Deadly 1962 boxing match leaves wounds for Cuban American family

Luz Selenia Paret, wife of Champion cuban boxer Benny "Kid" Paret, along with her son Benny Paret Jr., at her home in southwest Dade County, Fla. (C.M. Guerrero/El Nuevo Herald/TNS)



Luz Selenia Paret, wife of Champion cuban boxer Benny "Kid" Paret, along with her son Benny Paret Jr., at her home in southwest Dade County, Fla. (C.M. Guerrero/El Nuevo Herald/TNS)

Luz Selenia Paret never imagined that by falling in love with a boxer, at some point the blows would also fall on her heart.

And how they did.

The five years they lived together were unforgettable, unrepeatable, but they seemed to last about as long as the flicker of a match.

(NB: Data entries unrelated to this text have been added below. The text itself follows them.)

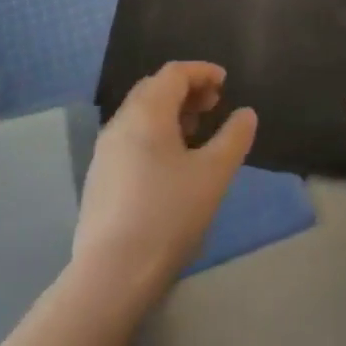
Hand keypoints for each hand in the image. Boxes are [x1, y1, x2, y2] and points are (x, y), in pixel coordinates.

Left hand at [72, 61, 256, 303]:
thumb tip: (246, 113)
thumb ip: (233, 138)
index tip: (225, 81)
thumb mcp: (213, 175)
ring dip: (170, 112)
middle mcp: (120, 122)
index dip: (201, 71)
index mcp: (146, 112)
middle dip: (186, 90)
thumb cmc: (168, 215)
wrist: (112, 274)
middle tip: (213, 105)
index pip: (173, 73)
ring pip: (140, 114)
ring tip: (196, 132)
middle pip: (154, 89)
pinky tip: (171, 163)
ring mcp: (105, 150)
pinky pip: (131, 137)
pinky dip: (155, 133)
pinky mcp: (100, 177)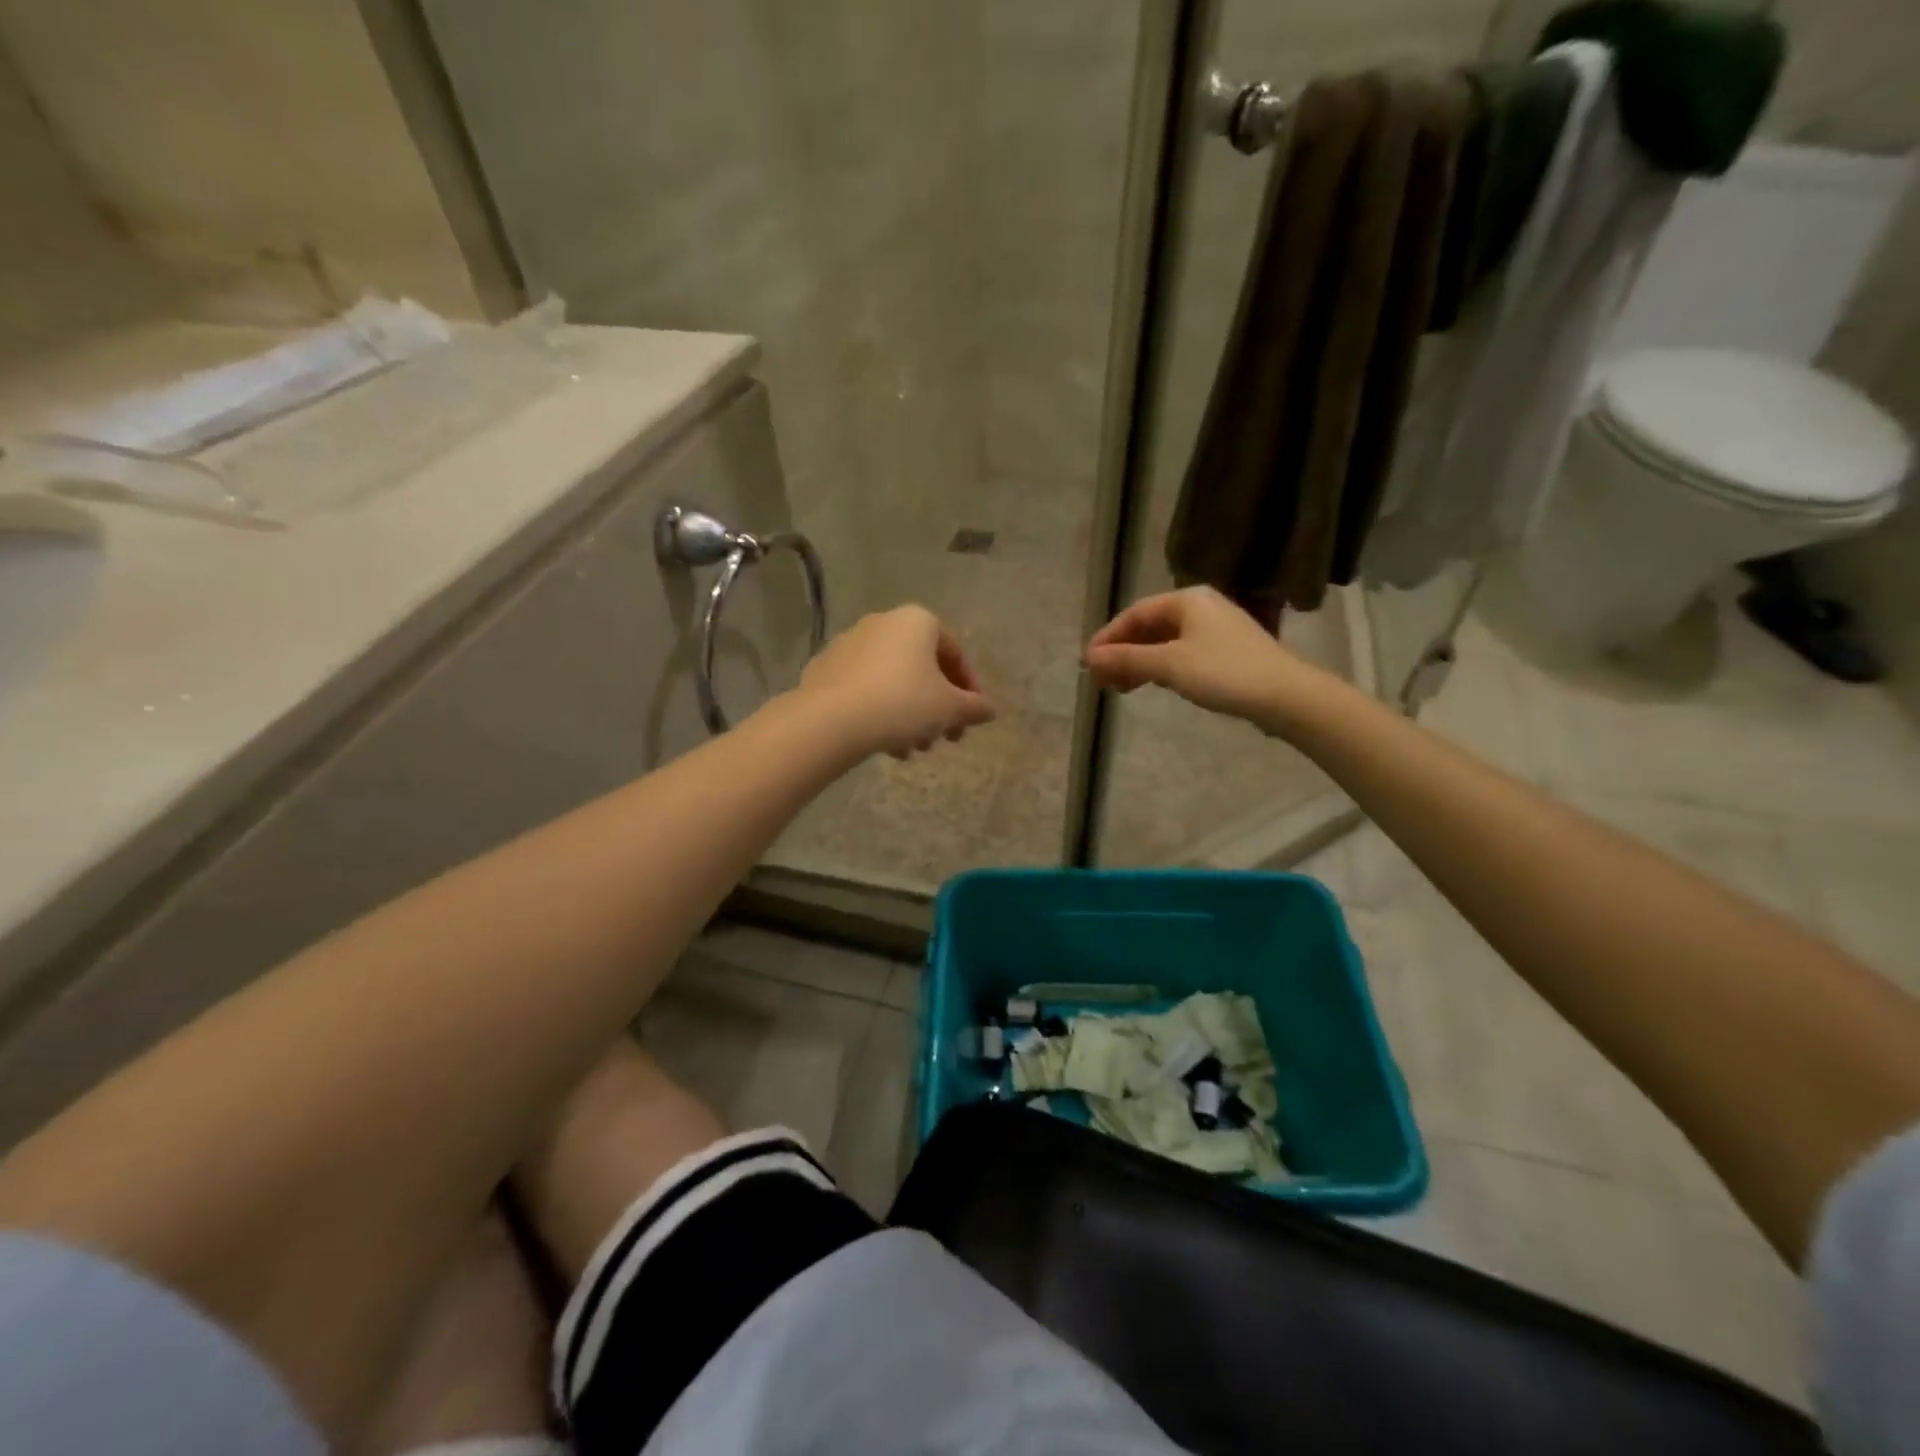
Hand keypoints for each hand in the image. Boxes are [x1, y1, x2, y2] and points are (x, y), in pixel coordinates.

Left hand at [797, 605, 996, 758]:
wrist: (831, 719)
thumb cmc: (902, 703)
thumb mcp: (949, 709)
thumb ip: (973, 707)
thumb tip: (989, 710)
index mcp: (917, 621)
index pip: (954, 654)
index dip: (969, 690)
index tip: (971, 720)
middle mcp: (883, 622)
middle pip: (921, 668)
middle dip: (935, 707)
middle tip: (943, 739)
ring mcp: (849, 643)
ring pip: (892, 680)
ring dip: (909, 715)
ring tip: (912, 749)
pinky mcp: (824, 668)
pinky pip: (863, 688)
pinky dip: (878, 711)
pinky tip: (883, 742)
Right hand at [1084, 587, 1334, 731]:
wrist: (1285, 695)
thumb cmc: (1224, 673)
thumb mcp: (1169, 665)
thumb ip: (1127, 659)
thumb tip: (1089, 658)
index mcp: (1187, 599)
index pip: (1135, 614)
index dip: (1108, 638)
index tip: (1088, 663)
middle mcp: (1201, 607)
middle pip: (1150, 627)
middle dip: (1122, 653)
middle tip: (1101, 680)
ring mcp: (1216, 629)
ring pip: (1165, 643)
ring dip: (1139, 663)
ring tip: (1120, 688)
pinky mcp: (1227, 651)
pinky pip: (1182, 654)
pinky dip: (1161, 668)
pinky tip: (1152, 685)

The beginning of the end occurred a fateful March 24, 1962, at Madison Square Garden in New York. That night, then-world welterweight champion Cuban national Benny "Kid" Paret lost his title to Emile Griffith by KO at 2.09 minutes of the 12th round in the third matchup between the two boxers.

It was terrible.

Paret was hooked on the ropes in a corner. After seeing the replays numerous times, Griffith coach Gil Clancy said the Santa Clara fighter was given 17 unanswered punches in just over five seconds. Some of them also smashed his head against the post that held the ropes of the ring.

When referee Rudy Goldstein separated the fighters, Paret slid to the floor. He was taken out of the ring on a stretcher and transported to Roosevelt Hospital in Manhattan, where he was rushed into emergency surgery to remove several blood clots. Doctors found evidence of brain damage.

John Crisp, then one of the hospital's chief surgeons, said there were 10,000 chances against one that Paret would regain "total control of his body." On April 3, without having regained consciousness, the Cuban fighter died at the age of 25, a victim of a brutal beating.

Fifty-five years following the fatal blow, Paret's widow, known among her friends simply as Lucy, still has a hard time talking about it. The wound remains raw. As soon as someone asks her for details, she breaks down, tears staining her cheeks. She recovers only when evoking the man she loved, the only one in her life. She never remarried because she did not want a stepfather for the two children she had with Benny.

"He was very attentive and noble," said Luz Selenia, full of nostalgia in her apartment in Cutler Bay, where the former New Yorker now lives. "At that time, Cubans were arriving in New York, fleeing from Fidel Castro, and my husband would give them a hand, help them out. He spent whatever he had to cover their needs, he was very humble."

Luz Selenia met Benny in 1958. She was 17 and danced at the Tropicana Latin club in the Bronx, owned by Cuba native Manuel Alfaro, who also served as Paret's boxing manager.

"One night Benny went to the club and Alfaro called me over to the table where they were both sitting," Luz Selenia recalled. "Benny invited me to one of his fights. I did not like it, do not like it and will never like boxing, but I went. Then he invited me to the movies."

What Luz Selenia liked most about Benny was his sense of joy and that he was a great dancer.

Paret made his boxing debut in May 1958 in the United States with a match against Bobby Shell, at St. Nicholas Arena in New York, having won 22 fights and lost two in Cuba, where he would never fight again.

Born in Puerto Rico, Luz Selenia was raised in New York. Her mother died when she was young and her father remarried. She chose her independence. And when she met Benny she felt her life was headed in the right direction. She moved in with him and in 1960, Benny Jr. was born. In February of that same year the couple married.

The night of the tragedy she was in the house Paret had bought in Miami, since she was pregnant with her second child and had no desire to travel.

The bout was broadcast live on NBC. In April 1961, at the Convention Center in Miami Beach, Griffith had knocked out Paret in the 13th round and had stripped him of his world champion crown. Five months later, Paret regained the belt with a decision win divided in 15 rounds. The two would face each other again in a third and final combat.

It is said that there were about 7,500 people at Madison Square Garden and an estimated 14 million more followed the fight on television, which would be the first time a deadly match was broadcast on live TV. It was a real shock for viewers.

Twenty-one months later, a second deadly scene would be broadcast when Jack Ruby shot point-blank in front of the TV cameras and killed Lee Harvey Oswald, the alleged assassin of President John F. Kennedy.

After the tragedy, Luz Selenia remained in Miami, the place where Benny felt at home.

"Benny had bought a house in Miami, where he liked to live," Luz Selenia said. "I met him 60 years ago and he died. He was a man who made his living in a rough sport, but he had a generous heart. I don't even know what made me fall in love with him."

Griffith died on July 23, 2013, at age 75.